From: Mike Galbraith
Date: Sat Mar 28 2009 - 03:51:04 EST


On Fri, 2009-03-27 at 09:02 -0700, Linus Torvalds wrote:
>
> On Fri, 27 Mar 2009, Mike Galbraith wrote:
> > >
> > > If you're using the kernel-of-they-day, you're probably using git, and
> > > CONFIG_LOCALVERSION_AUTO=y should be mandatory.
> >
> > I sure hope it never becomes mandatory, I despise that thing. I don't
> > even do -rc tags. .nn is .nn until baked and nn.1 appears.
>
> If you're a git user that changes kernels frequently, then enabling
> CONFIG_LOCALVERSION_AUTO is _really_ convenient when you learn to use it.
>
> This is quite common for me:
>
> gitk v$(uname -r)..
>
> and it works exactly due to CONFIG_LOCALVERSION_AUTO (and because git is
> rather good at figuring out version numbers). It's a great way to say
> "ok, what is in my git tree that I'm not actually running right now".
>
> Another case where CONFIG_LOCALVERSION_AUTO is very useful is when you're
> noticing some new broken behavior, but it took you a while to notice.

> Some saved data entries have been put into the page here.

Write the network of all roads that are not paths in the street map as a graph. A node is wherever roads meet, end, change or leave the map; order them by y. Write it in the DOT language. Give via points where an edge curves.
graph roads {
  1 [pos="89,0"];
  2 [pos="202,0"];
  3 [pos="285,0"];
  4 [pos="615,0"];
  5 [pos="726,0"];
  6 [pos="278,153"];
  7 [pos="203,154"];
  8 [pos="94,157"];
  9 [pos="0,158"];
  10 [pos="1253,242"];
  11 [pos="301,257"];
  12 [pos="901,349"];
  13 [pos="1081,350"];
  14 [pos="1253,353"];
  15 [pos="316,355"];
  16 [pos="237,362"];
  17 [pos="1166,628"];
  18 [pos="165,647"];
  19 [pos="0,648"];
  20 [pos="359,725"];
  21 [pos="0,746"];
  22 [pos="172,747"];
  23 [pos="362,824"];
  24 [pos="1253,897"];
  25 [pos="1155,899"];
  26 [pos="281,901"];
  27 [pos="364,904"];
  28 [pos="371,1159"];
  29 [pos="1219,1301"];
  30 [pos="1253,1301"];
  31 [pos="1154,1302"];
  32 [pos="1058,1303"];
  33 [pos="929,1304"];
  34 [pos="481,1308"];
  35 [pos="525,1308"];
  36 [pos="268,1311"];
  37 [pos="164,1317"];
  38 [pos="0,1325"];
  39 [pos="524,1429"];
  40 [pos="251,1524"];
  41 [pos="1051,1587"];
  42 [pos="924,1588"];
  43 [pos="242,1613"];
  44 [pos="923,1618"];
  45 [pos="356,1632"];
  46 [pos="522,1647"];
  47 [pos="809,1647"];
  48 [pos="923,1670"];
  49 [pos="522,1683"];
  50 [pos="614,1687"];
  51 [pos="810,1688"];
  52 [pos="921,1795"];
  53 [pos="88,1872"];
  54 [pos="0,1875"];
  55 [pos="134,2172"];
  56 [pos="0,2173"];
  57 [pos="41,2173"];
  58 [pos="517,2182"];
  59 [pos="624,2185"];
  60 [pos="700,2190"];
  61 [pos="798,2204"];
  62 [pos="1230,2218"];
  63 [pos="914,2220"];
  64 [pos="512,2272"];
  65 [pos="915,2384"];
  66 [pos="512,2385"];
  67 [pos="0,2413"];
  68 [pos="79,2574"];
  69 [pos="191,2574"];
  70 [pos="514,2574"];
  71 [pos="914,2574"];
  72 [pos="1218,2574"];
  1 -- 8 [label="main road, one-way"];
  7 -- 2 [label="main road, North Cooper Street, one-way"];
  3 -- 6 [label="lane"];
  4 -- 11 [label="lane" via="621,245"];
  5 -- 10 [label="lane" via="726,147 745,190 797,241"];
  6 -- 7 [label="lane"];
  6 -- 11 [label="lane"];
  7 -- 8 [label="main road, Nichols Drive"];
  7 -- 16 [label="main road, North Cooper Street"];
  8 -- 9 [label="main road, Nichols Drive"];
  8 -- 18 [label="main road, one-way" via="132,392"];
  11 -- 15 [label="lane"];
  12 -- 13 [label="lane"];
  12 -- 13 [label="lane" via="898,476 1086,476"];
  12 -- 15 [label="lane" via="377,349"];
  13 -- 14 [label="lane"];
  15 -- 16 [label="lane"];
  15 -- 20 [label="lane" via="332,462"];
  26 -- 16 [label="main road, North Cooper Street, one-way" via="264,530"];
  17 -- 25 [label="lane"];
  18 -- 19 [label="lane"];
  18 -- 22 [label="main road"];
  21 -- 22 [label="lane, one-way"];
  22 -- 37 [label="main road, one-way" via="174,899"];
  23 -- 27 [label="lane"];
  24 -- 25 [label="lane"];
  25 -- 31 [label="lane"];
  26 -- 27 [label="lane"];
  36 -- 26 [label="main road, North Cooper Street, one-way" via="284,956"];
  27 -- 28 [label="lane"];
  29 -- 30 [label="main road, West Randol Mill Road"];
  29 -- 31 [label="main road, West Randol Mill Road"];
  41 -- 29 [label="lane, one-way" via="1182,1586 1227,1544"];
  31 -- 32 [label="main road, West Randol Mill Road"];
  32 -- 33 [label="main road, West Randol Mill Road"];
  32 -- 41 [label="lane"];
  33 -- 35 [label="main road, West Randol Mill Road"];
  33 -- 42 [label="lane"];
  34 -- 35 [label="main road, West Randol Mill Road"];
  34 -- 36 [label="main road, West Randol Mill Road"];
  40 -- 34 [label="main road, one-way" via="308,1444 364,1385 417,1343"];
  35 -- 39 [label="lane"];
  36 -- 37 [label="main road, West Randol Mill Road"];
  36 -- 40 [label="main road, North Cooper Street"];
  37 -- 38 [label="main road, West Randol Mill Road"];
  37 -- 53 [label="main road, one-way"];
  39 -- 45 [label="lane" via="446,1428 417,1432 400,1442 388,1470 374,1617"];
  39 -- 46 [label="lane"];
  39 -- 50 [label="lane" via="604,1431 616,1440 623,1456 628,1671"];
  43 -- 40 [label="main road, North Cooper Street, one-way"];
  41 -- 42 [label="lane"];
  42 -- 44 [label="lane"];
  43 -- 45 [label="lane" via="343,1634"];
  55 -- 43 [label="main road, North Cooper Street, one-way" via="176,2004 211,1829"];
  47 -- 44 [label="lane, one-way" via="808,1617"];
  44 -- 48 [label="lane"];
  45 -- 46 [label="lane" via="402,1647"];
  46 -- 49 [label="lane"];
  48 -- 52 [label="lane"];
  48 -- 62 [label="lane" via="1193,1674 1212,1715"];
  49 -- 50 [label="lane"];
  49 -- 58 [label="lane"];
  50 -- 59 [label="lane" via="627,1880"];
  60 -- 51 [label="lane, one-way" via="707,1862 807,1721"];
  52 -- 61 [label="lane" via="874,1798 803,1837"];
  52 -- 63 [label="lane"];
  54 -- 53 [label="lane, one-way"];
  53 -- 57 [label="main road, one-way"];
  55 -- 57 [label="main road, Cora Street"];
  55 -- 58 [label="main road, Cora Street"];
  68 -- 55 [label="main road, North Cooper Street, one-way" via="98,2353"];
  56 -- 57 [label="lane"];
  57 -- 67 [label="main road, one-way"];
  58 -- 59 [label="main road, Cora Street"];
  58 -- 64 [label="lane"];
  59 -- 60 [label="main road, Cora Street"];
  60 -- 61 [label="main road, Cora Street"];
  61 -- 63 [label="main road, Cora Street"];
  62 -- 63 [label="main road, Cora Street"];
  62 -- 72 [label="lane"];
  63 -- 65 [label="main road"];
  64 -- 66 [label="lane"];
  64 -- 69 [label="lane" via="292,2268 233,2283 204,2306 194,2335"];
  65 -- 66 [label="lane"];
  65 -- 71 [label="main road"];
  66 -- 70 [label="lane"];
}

> You've rebooted several times since, but you know it worked last Tuesday.
> What do you do?
>
> The thing to do is
>
> grep "Linux version" /var/log/messages*
>
> and figure out what the good version was, and then do
>
> git bisect start
> git bisect good ..that-version..
> git bisect bad v$(uname -r)
>
> and off you go. This is _very_ convenient if you are working with some
> "random git kernel of the day" like I am (and like hopefully others are
> too, in order to get test coverage).

That's why it irritates me. I build/test a lot, and do the occasional
bisection, which makes a mess in /boot and /lib/modules. I use a quilt
stack of git pull diffs as reference/rummage points. Awkward maybe, but
effective (so no need for autoversion), and no mess.